When you think about Iceland you can’t help to think about glaciers and volcanoes. After all, the country’s name literally has ice in it and the volcanoes, well, let’s just say they have caused some turmoil in the last decade.
However, that is not all the country has to offer. It is also home to many other magical natural wonders including natural hot springs which you can bathe in, rhyolite colored fumaroles, moon-like landscapes, birch forests, lava parks and remarkable waterfalls.
The island is big but the nation is small, so major sweeps of the country are somewhat untouched giving an opportunity to roam around free and in solitude–a feeling that is quite rare in today’s world. There are, of course, the busier sites like the Golden Circle or the South Coast but Iceland still has many areas which are especially rural and are rich in animal life, i.e. horses, sheep, cattle, and the occasional wild Arctic fox.
By diverging from the usual route and going north, gives you a glimpse of why settlers came to Iceland in the first place.
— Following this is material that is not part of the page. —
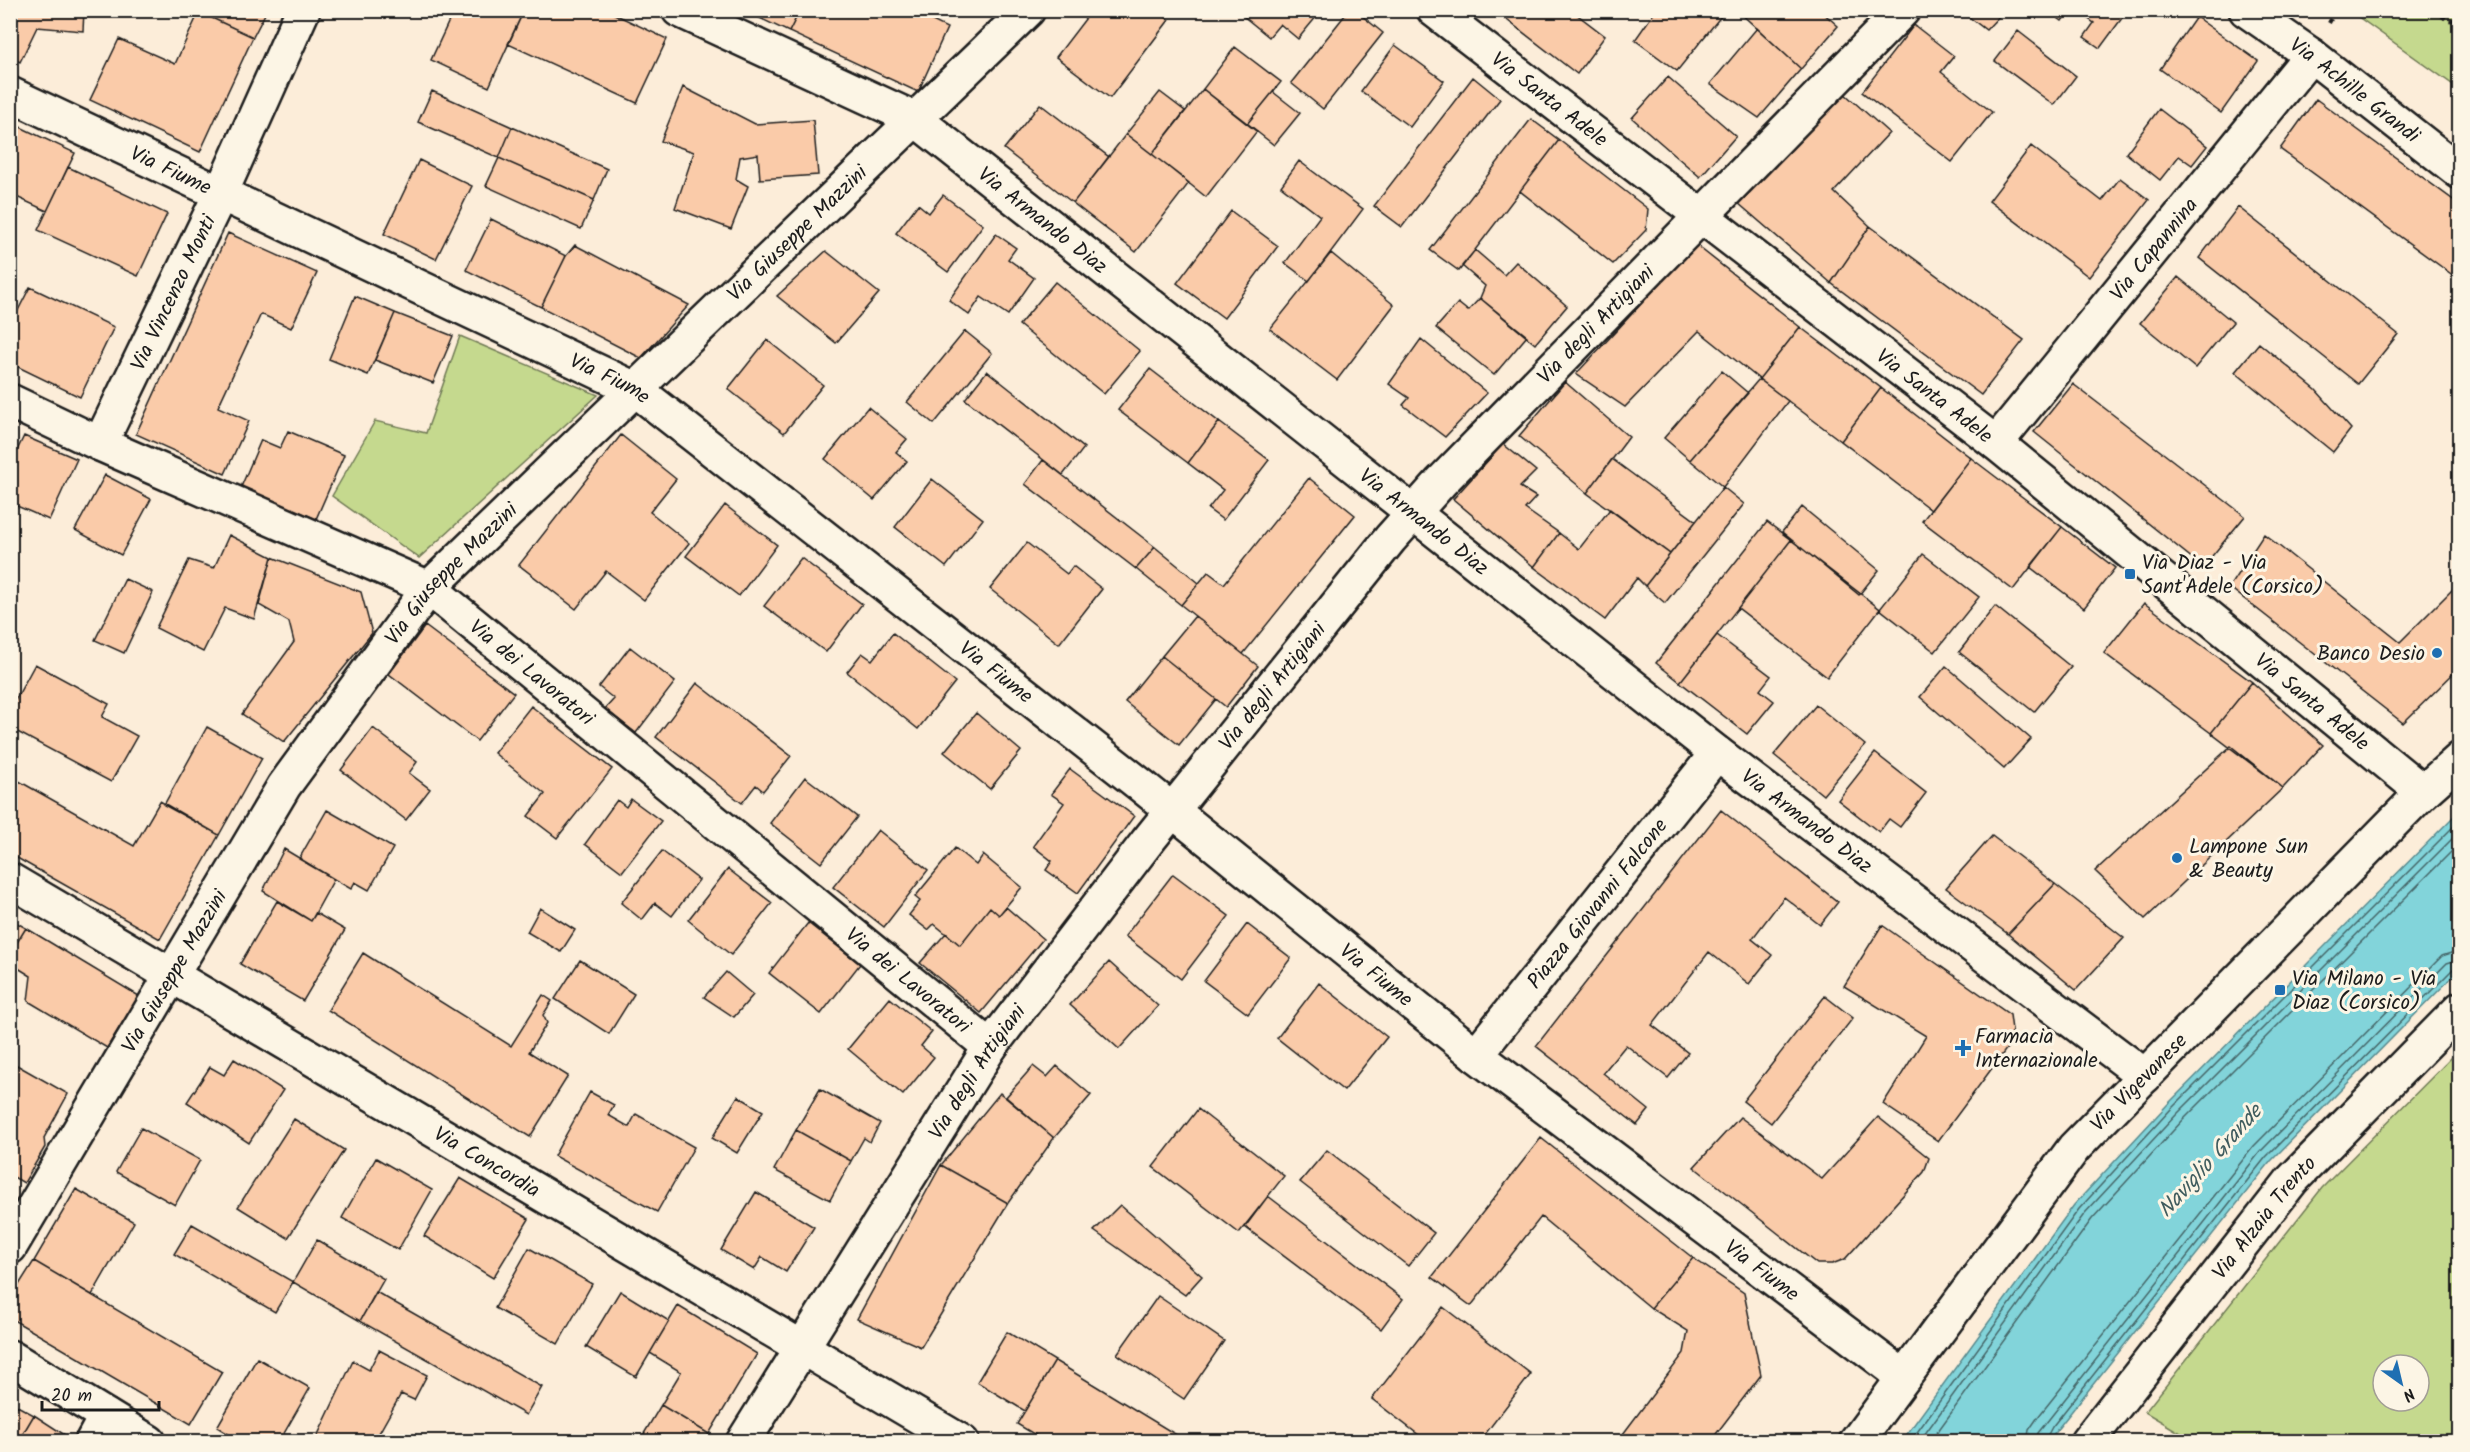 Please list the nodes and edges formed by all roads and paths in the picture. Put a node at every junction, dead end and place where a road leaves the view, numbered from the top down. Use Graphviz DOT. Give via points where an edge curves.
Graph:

Think Lord of the Rings meets Game of Thrones and you might just be setting the scene right. The route around the North of Iceland is most commonly known as the Arctic Coast Way Route and in 2019 this route was on Lonely Planet’s top 10 list of Europe’s must-see places!
In this blog, we will cover its highlights. Featuring its must-sees and must-dos.
Fun Facts about the Arctic Coast Way Route
- There are 21 fishing villages from the official start to the end of the Arctic Coast Way. Plenty of opportunities to stay and enjoy the local atmosphere.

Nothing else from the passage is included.